In 2001, Briar Cliff began its football program, while 2003 marked the first official varsity season for the program. In their first year, the Chargers garnered a 0–10 record. The following year, the team recorded its first win, one of three on the season. To date, the Chargers have compiled a record of 53-174. The Briar Cliff football team played their home games at Memorial Field until 2013 when they began playing home games at the Dakota Dome, on the campus of the University of South Dakota, about 39 miles northwest. In 2017 the Chargers returned to Sioux City and to Memorial Field thanks to a partnership with Bishop Heelan Catholic High School.

===Baseball and softball===
Briar Cliff offers both baseball and softball as spring sports. Each one of these teams competes in the Great Plains Athletic Conference. The baseball team plays their home games at Bishop Mueller Field, a baseball complex shared with Bishop Heelan High School. After previously playing their home games at the SYA Riverside Complex, the BCU softball team moved back to the university's campus in 2013, where they too share the field with Bishop Heelan High School.

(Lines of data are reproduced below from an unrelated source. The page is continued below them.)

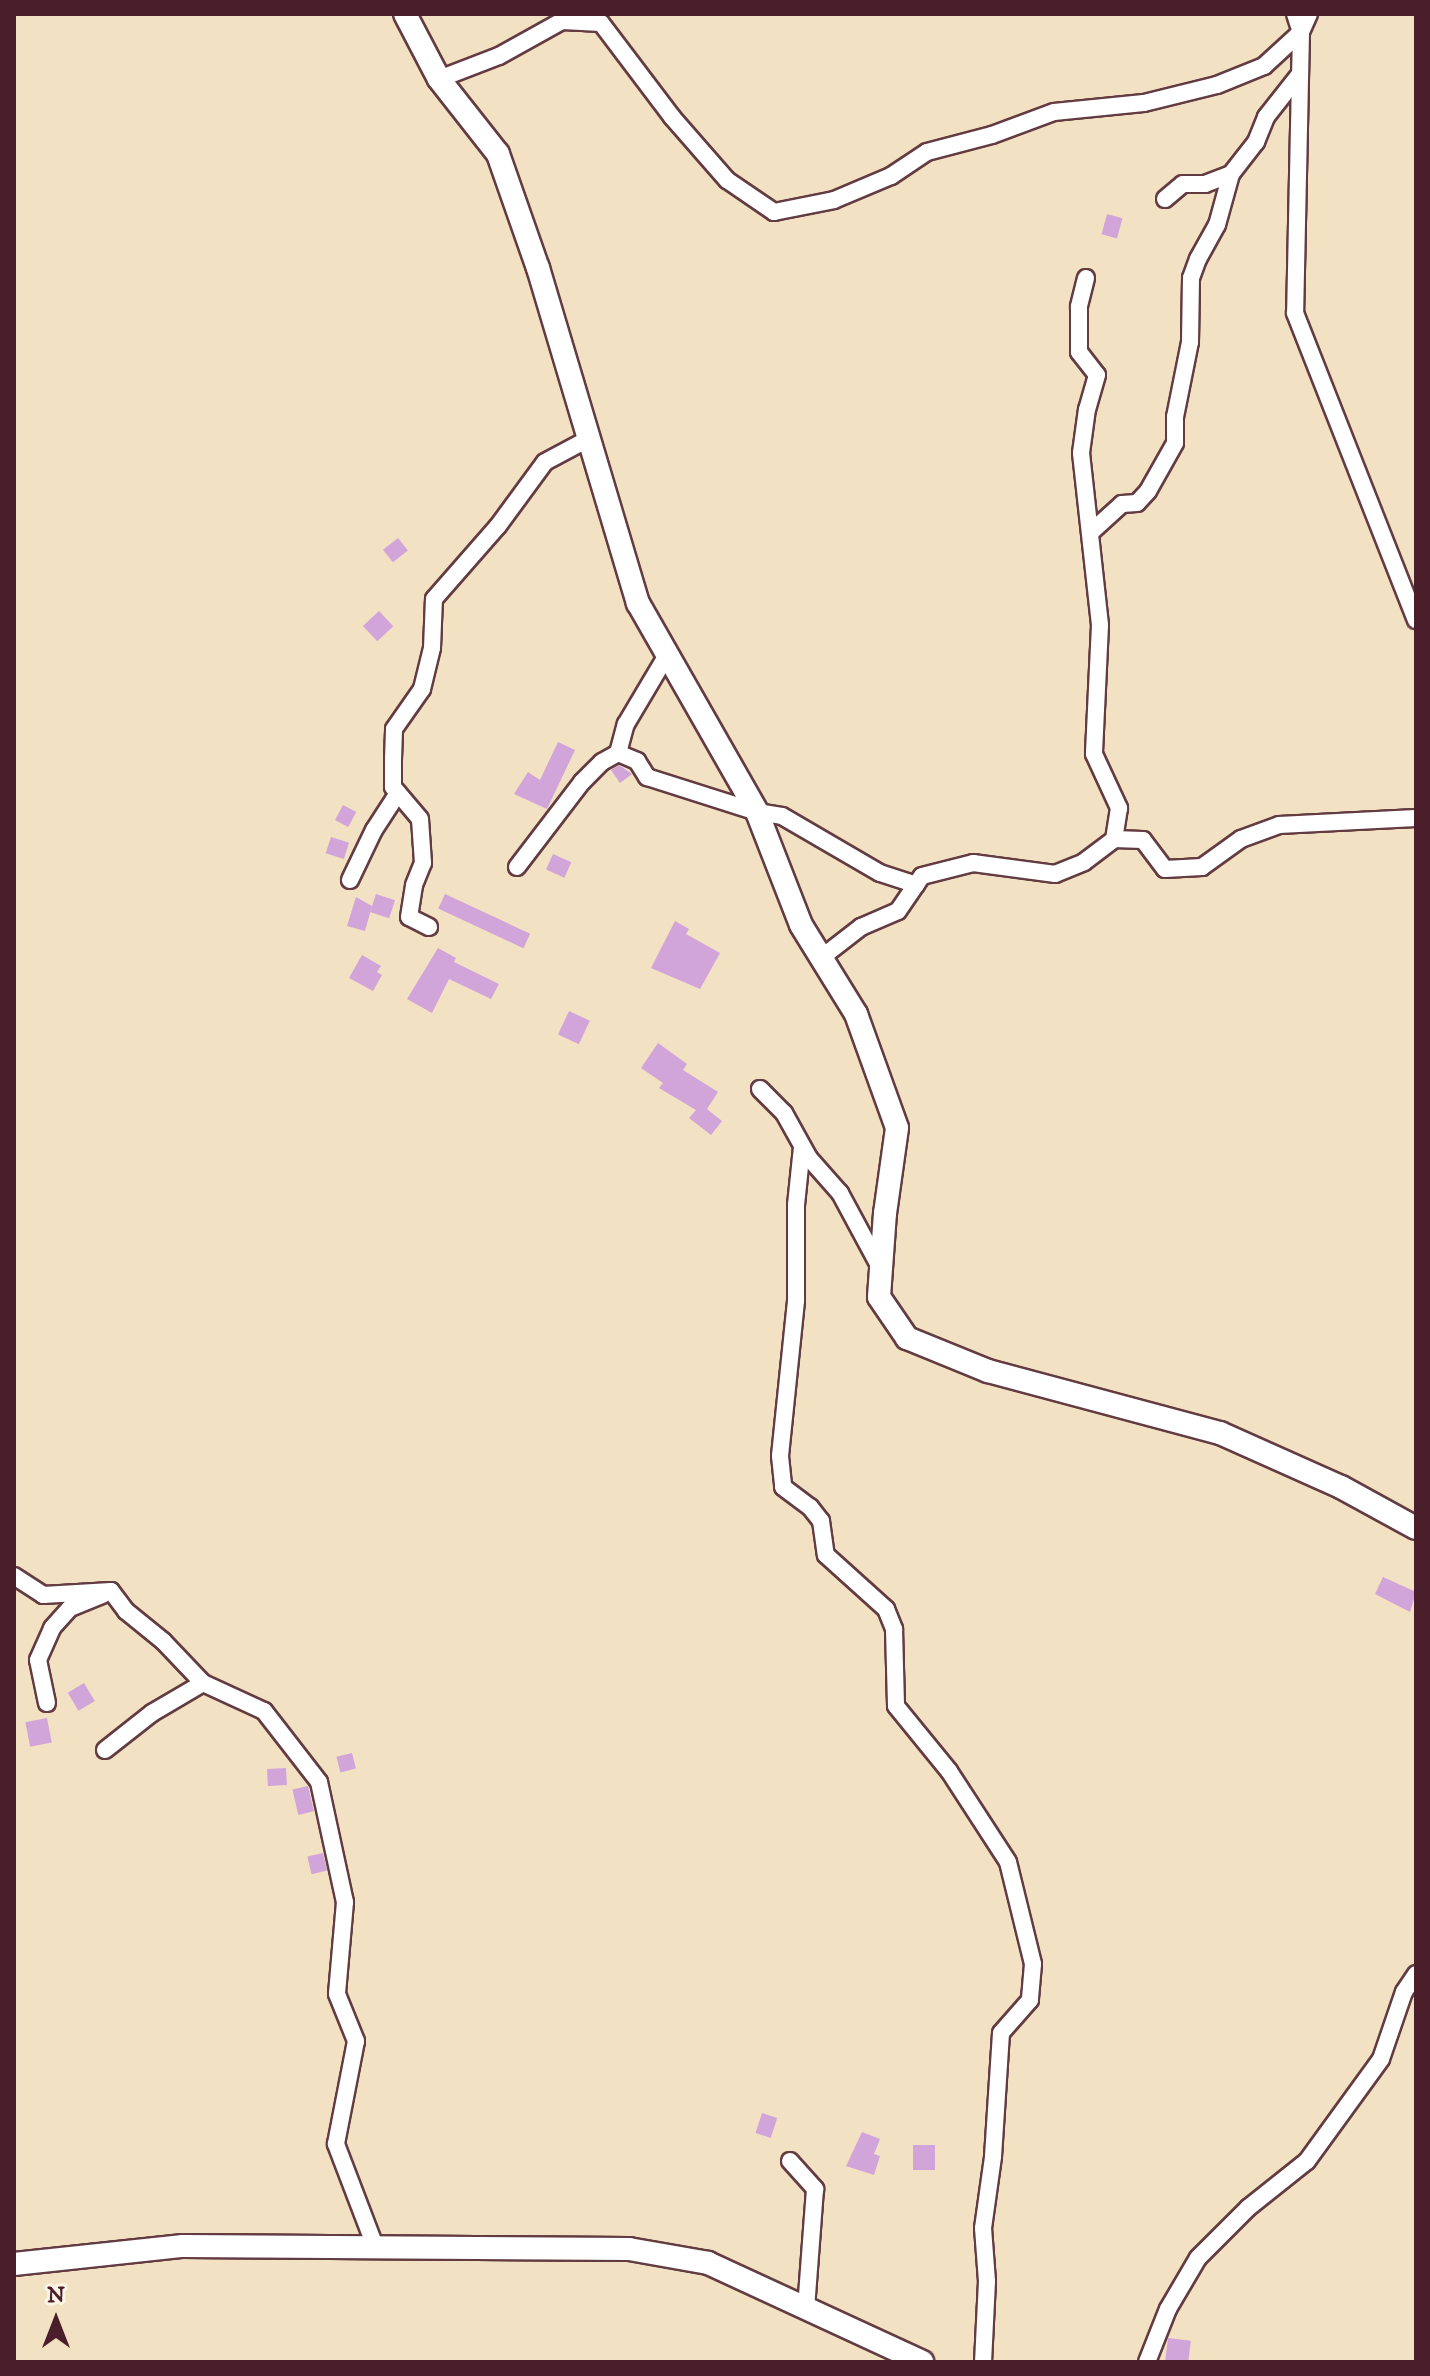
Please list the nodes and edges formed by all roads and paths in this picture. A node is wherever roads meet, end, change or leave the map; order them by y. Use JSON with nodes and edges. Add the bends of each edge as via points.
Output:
{"nodes":[{"id":1,"x":405,"y":14,"type":"edge"},
{"id":2,"x":1295,"y":14,"type":"edge"},
{"id":3,"x":1309,"y":14,"type":"edge"},
{"id":4,"x":1301,"y":32,"type":"junction"},
{"id":5,"x":1300,"y":74,"type":"junction"},
{"id":6,"x":439,"y":79,"type":"junction"},
{"id":7,"x":1231,"y":174,"type":"junction"},
{"id":8,"x":1165,"y":199,"type":"dead end"},
{"id":9,"x":1086,"y":278,"type":"dead end"},
{"id":10,"x":590,"y":438,"type":"junction"},
{"id":11,"x":1090,"y":533,"type":"junction"},
{"id":12,"x":1416,"y":620,"type":"edge"},
{"id":13,"x":667,"y":655,"type":"junction"},
{"id":14,"x":618,"y":753,"type":"junction"},
{"id":15,"x":398,"y":793,"type":"junction"},
{"id":16,"x":757,"y":812,"type":"junction"},
{"id":17,"x":1416,"y":818,"type":"edge"},
{"id":18,"x":1114,"y":839,"type":"junction"},
{"id":19,"x":517,"y":867,"type":"dead end"},
{"id":20,"x":350,"y":880,"type":"dead end"},
{"id":21,"x":916,"y":885,"type":"junction"},
{"id":22,"x":429,"y":927,"type":"dead end"},
{"id":23,"x":821,"y":958,"type":"junction"},
{"id":24,"x":760,"y":1089,"type":"dead end"},
{"id":25,"x":802,"y":1147,"type":"junction"},
{"id":26,"x":881,"y":1269,"type":"junction"},
{"id":27,"x":1416,"y":1528,"type":"edge"},
{"id":28,"x":14,"y":1576,"type":"edge"},
{"id":29,"x":111,"y":1591,"type":"junction"},
{"id":30,"x":203,"y":1683,"type":"junction"},
{"id":31,"x":47,"y":1703,"type":"dead end"},
{"id":32,"x":105,"y":1750,"type":"dead end"},
{"id":33,"x":1416,"y":1974,"type":"edge"},
{"id":34,"x":790,"y":2161,"type":"dead end"},
{"id":35,"x":376,"y":2249,"type":"junction"},
{"id":36,"x":14,"y":2264,"type":"edge"},
{"id":37,"x":806,"y":2308,"type":"junction"},
{"id":38,"x":922,"y":2362,"type":"edge"},
{"id":39,"x":983,"y":2362,"type":"edge"},
{"id":40,"x":1147,"y":2362,"type":"edge"}],
"edges":[{"from":1,"to":6,"type":"street"},
{"from":2,"to":4,"type":"street"},
{"from":3,"to":4,"type":"street"},
{"from":4,"to":5,"type":"street"},
{"from":4,"to":6,"type":"street","via":[[1264,66],[1217,85],[1144,103],[1054,112],[927,152],[891,176],[834,200],[774,212],[727,180],[601,23],[562,21],[499,56]]},
{"from":5,"to":7,"type":"street"},
{"from":5,"to":12,"type":"street","via":[[1295,313]]},
{"from":6,"to":10,"type":"street","via":[[498,154]]},
{"from":7,"to":8,"type":"street","via":[[1205,184],[1183,184]]},
{"from":7,"to":11,"type":"street","via":[[1217,225],[1191,278],[1190,342],[1175,443],[1137,503],[1122,504]]},
{"from":9,"to":11,"type":"street","via":[[1079,307],[1079,352],[1097,375],[1081,453]]},
{"from":10,"to":13,"type":"street","via":[[638,603]]},
{"from":10,"to":15,"type":"street","via":[[545,462],[434,599],[432,648],[422,689],[394,729],[393,787]]},
{"from":11,"to":18,"type":"street","via":[[1100,625],[1094,754],[1119,808]]},
{"from":13,"to":14,"type":"street","via":[[626,724]]},
{"from":13,"to":16,"type":"street"},
{"from":14,"to":16,"type":"street","via":[[637,761],[647,777]]},
{"from":14,"to":19,"type":"street","via":[[582,782]]},
{"from":15,"to":20,"type":"street"},
{"from":15,"to":22,"type":"street","via":[[420,819],[423,863],[409,917]]},
{"from":16,"to":21,"type":"street","via":[[797,822],[880,873]]},
{"from":16,"to":23,"type":"street","via":[[801,925]]},
{"from":17,"to":18,"type":"street","via":[[1279,825],[1241,839],[1202,867],[1165,869],[1143,840]]},
{"from":18,"to":21,"type":"street","via":[[1084,862],[1055,874],[973,863],[922,876]]},
{"from":21,"to":23,"type":"street","via":[[898,911],[861,927]]},
{"from":23,"to":26,"type":"street","via":[[856,1014],[897,1128]]},
{"from":24,"to":25,"type":"street","via":[[784,1113]]},
{"from":25,"to":26,"type":"street","via":[[840,1193]]},
{"from":25,"to":39,"type":"street","via":[[796,1301],[780,1456],[783,1487],[821,1521],[826,1555],[886,1609],[894,1629],[896,1706],[949,1771],[1008,1862],[1033,1964],[1030,2000],[1001,2033],[983,2228]]},
{"from":26,"to":27,"type":"street","via":[[879,1297],[907,1338],[988,1371],[1220,1433],[1341,1487]]},
{"from":28,"to":29,"type":"street","via":[[43,1595]]},
{"from":29,"to":30,"type":"street"},
{"from":29,"to":31,"type":"street","via":[[70,1608],[52,1628],[38,1660]]},
{"from":30,"to":32,"type":"street","via":[[152,1713]]},
{"from":30,"to":35,"type":"street","via":[[264,1711],[319,1782],[345,1902],[337,1994],[356,2041],[336,2144]]},
{"from":33,"to":40,"type":"street","via":[[1404,1992],[1381,2059],[1307,2161],[1248,2208],[1198,2258],[1168,2309]]},
{"from":34,"to":37,"type":"street","via":[[815,2189]]},
{"from":35,"to":36,"type":"street","via":[[183,2246]]},
{"from":35,"to":37,"type":"street","via":[[629,2249],[708,2263]]},
{"from":37,"to":38,"type":"street"}]}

In 2005, Briar Cliff University Baseball upset Bellevue University, ending Bellevue's 10-year run of winning the Region 4 title, to make it to the Super Regional Round against Dakota State. Briar Cliff swept the two games of the super regionals winning an extra-inning affair (7-6) and closing out Dakota State with a blowout win (13-1) to advance to the 2005 Avista NAIA College World Series. Briar Cliff would lose to Spalding University (9-3) and to Biola University (4-1). This was their first and only appearance in the NAIA College World Series. More recently, in 2015 the BCU baseball team won the GPAC conference with a conference record of (14-6), snapping the team's streak of 6 straight losing seasons.